Soon after the squadron was formed in 1925, it created a badge, appropriately based on the City of London’s Cross of St George.  This appeared on their silver and trophies, aircraft, writing paper etc. and even on a silk Standard long before official squadron Standards were introduced (after the War).  When, years later, squadron badges were being introduced into the RAF, 600 asked the College of Arms to approve the ‘City’ badge and incorporate it into the the standard squadron wreath and crown with an appropriate motto.  The College refused, partly because of the heraldic incorrectness of putting anything (in this case the RAF eagle) above the city badge.  Instead, they suggested a wren, not a very appropriate bird for a fighting squadron.  After an argument, the matter was dropped and 600 simply went on using the ‘heraldically impure’ badge – without any motto.

After some years of war when, due to promotions, casualties and other postings few 600 men were left in the squadron which was by now in North Africa, a new CO who was unaware of the story realised that there was no official badge and so had one designed and officially approved by the College of Arms and the King – a moon and scimitar, certainly appropriate for a night fighter squadron which is what 600 was at the time.  However, immediately after reforming as an Auxiliary squadron after the War, 600 continued to use its original badge as before, while the unkindly christened ‘Moon and Paperknife’ badge languished in a dusty cupboard.

Then the Queen became Honorary Air Commodore of 600 Squadron.  She was presented with a diamond Squadron Badge – the original ‘City’ one, of course – but in case of causing any embarrassment Her Majesty was told the whole story before it was presented.  She immediately accepted it with a smile and said “I’ll have a word with the King about it”.

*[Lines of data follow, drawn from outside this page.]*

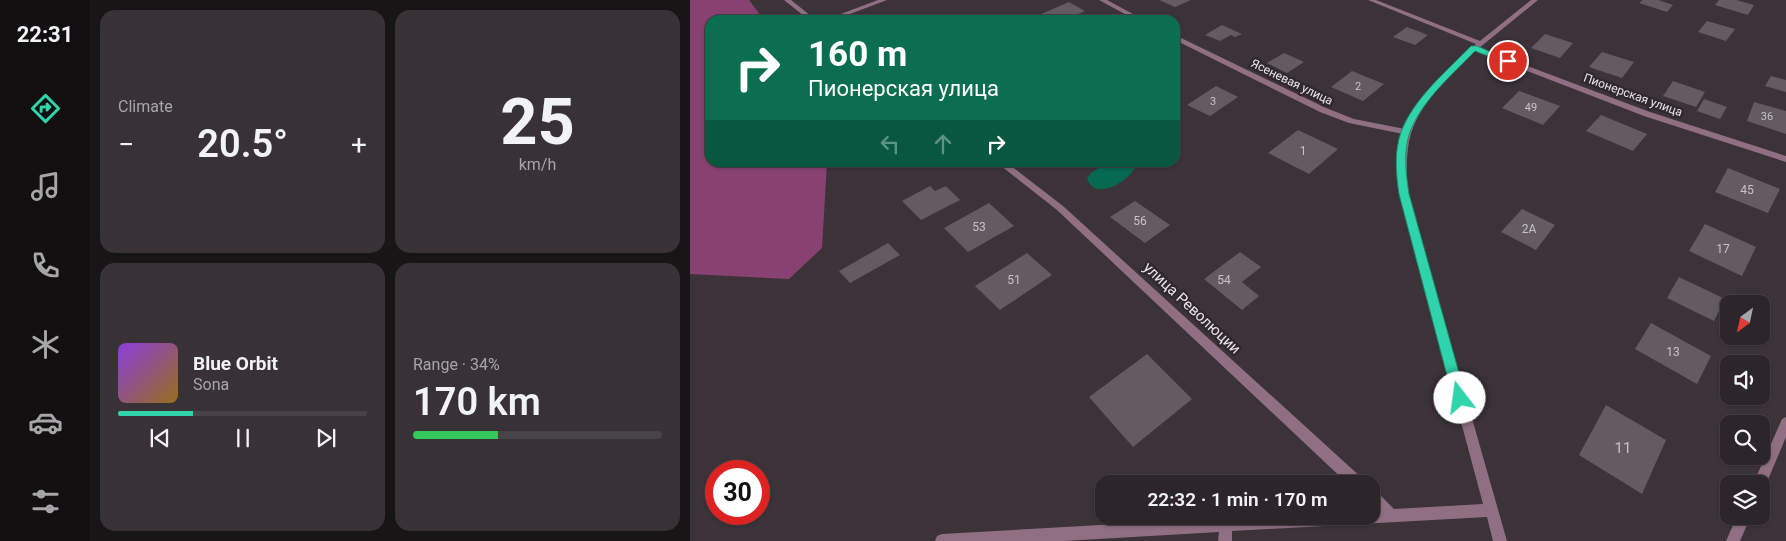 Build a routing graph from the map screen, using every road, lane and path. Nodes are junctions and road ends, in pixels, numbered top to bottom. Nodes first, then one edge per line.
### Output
1 (787, 0) edge
2 (884, 0) edge
3 (1102, 0) edge
4 (1371, 0) edge
5 (1535, 0) edge
6 (806, 15) edge
7 (842, 15) edge
8 (1131, 15) edge
9 (1180, 39) edge
10 (1478, 46) junction
11 (1406, 132) junction
12 (1786, 159) edge
13 (1007, 167) edge
14 (1786, 423) edge
15 (1348, 475) edge
16 (1763, 475) edge
17 (1380, 505) edge
18 (1490, 510) junction
19 (1392, 516) junction
20 (1380, 517) edge
21 (1226, 525) joint
22 (1740, 525) edge
23 (942, 541) edge
24 (1225, 541) edge
25 (1500, 541) edge
26 (1733, 541) edge

1 - 6 street
2 - 7 street
3 - 8 street
4 - 10 street, Пионерская улица
5 - 10 street
9 - 11 street, Ясеневая улица
10 - 11 street
10 - 12 street, Пионерская улица
11 - 18 street
13 - 15 street, улица Революции
14 - 16 street
17 - 19 street
18 - 19 street
18 - 25 street
19 - 20 street
21 - 23 street
21 - 24 street
22 - 26 street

Soon after, 600 had an indignant Chester Herald on the phone saying ” If the King says it’s got to be then it’s got to be, but I still say it’s all wrong” and the original badge, just as originally depicted with no motto and no surround was at last formally approved and signed by Chester Herald and the King.  The King would obviously not go back and cancel his signature on the ‘Moon and Paperknife’, so 600 ended up in the unique position of having two official badges, the ‘City’ one which was used all the time and the other which was never used.  When the Squadron was awarded its official Standard (600 was only the second squadron to get one after 1 Squadron) it was presented by Her Majesty, by then the Queen Mother, on parade at Buckingham Palace and proudly carried the ‘City’ badge.